[WORK REQUIRED]
Your reply should be the complete data, reproduced exactly.

───── MATERIAL FOR THIS EXERCISE ─────

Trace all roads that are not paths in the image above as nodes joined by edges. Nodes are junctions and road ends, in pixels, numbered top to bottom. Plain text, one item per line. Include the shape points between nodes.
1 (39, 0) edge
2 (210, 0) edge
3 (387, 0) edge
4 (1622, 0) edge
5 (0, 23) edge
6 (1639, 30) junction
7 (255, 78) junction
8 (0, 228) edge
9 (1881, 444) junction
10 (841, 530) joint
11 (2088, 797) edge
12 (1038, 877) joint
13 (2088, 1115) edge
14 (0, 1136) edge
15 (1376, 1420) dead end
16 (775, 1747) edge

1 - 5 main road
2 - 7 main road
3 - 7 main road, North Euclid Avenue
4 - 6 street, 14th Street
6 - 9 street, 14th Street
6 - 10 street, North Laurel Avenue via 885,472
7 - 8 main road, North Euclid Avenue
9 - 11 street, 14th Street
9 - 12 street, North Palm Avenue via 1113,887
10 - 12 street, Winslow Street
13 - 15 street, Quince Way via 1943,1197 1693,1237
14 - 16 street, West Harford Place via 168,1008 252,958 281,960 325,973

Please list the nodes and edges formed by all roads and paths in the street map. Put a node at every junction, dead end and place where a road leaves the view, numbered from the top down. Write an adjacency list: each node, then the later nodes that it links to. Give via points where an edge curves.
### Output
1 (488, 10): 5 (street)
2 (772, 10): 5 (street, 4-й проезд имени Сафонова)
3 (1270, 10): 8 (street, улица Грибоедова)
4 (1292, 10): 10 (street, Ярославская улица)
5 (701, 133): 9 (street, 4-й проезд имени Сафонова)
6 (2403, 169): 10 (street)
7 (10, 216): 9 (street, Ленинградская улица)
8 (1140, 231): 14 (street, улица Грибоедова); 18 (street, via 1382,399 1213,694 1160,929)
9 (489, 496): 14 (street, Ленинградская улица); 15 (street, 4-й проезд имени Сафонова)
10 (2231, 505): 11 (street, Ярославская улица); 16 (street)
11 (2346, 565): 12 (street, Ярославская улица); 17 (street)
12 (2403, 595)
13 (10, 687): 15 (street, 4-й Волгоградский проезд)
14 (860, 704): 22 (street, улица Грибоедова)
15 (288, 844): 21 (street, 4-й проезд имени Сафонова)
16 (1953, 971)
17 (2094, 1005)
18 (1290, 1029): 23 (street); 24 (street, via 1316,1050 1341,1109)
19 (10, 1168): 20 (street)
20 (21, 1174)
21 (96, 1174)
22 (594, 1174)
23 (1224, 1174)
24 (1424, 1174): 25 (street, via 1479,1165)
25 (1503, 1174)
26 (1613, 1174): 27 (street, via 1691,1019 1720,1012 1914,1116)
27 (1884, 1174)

─────

[FINISHED TASK]
Trace all roads that are not paths in the image above as nodes joined by edges. Nodes are junctions and road ends, in pixels, numbered top to bottom. Plain text, one item per line. Include the shape points between nodes.
1 (39, 0) edge
2 (210, 0) edge
3 (387, 0) edge
4 (1622, 0) edge
5 (0, 23) edge
6 (1639, 30) junction
7 (255, 78) junction
8 (0, 228) edge
9 (1881, 444) junction
10 (841, 530) joint
11 (2088, 797) edge
12 (1038, 877) joint
13 (2088, 1115) edge
14 (0, 1136) edge
15 (1376, 1420) dead end
16 (775, 1747) edge

1 - 5 main road
2 - 7 main road
3 - 7 main road, North Euclid Avenue
4 - 6 street, 14th Street
6 - 9 street, 14th Street
6 - 10 street, North Laurel Avenue via 885,472
7 - 8 main road, North Euclid Avenue
9 - 11 street, 14th Street
9 - 12 street, North Palm Avenue via 1113,887
10 - 12 street, Winslow Street
13 - 15 street, Quince Way via 1943,1197 1693,1237
14 - 16 street, West Harford Place via 168,1008 252,958 281,960 325,973

Please list the nodes and edges formed by all roads and paths in the street map. Put a node at every junction, dead end and place where a road leaves the view, numbered from the top down. Write an adjacency list: each node, then the later nodes that it links to. Give via points where an edge curves.
### Output
1 (488, 10): 5 (street)
2 (772, 10): 5 (street, 4-й проезд имени Сафонова)
3 (1270, 10): 8 (street, улица Грибоедова)
4 (1292, 10): 10 (street, Ярославская улица)
5 (701, 133): 9 (street, 4-й проезд имени Сафонова)
6 (2403, 169): 10 (street)
7 (10, 216): 9 (street, Ленинградская улица)
8 (1140, 231): 14 (street, улица Грибоедова); 18 (street, via 1382,399 1213,694 1160,929)
9 (489, 496): 14 (street, Ленинградская улица); 15 (street, 4-й проезд имени Сафонова)
10 (2231, 505): 11 (street, Ярославская улица); 16 (street)
11 (2346, 565): 12 (street, Ярославская улица); 17 (street)
12 (2403, 595)
13 (10, 687): 15 (street, 4-й Волгоградский проезд)
14 (860, 704): 22 (street, улица Грибоедова)
15 (288, 844): 21 (street, 4-й проезд имени Сафонова)
16 (1953, 971)
17 (2094, 1005)
18 (1290, 1029): 23 (street); 24 (street, via 1316,1050 1341,1109)
19 (10, 1168): 20 (street)
20 (21, 1174)
21 (96, 1174)
22 (594, 1174)
23 (1224, 1174)
24 (1424, 1174): 25 (street, via 1479,1165)
25 (1503, 1174)
26 (1613, 1174): 27 (street, via 1691,1019 1720,1012 1914,1116)
27 (1884, 1174)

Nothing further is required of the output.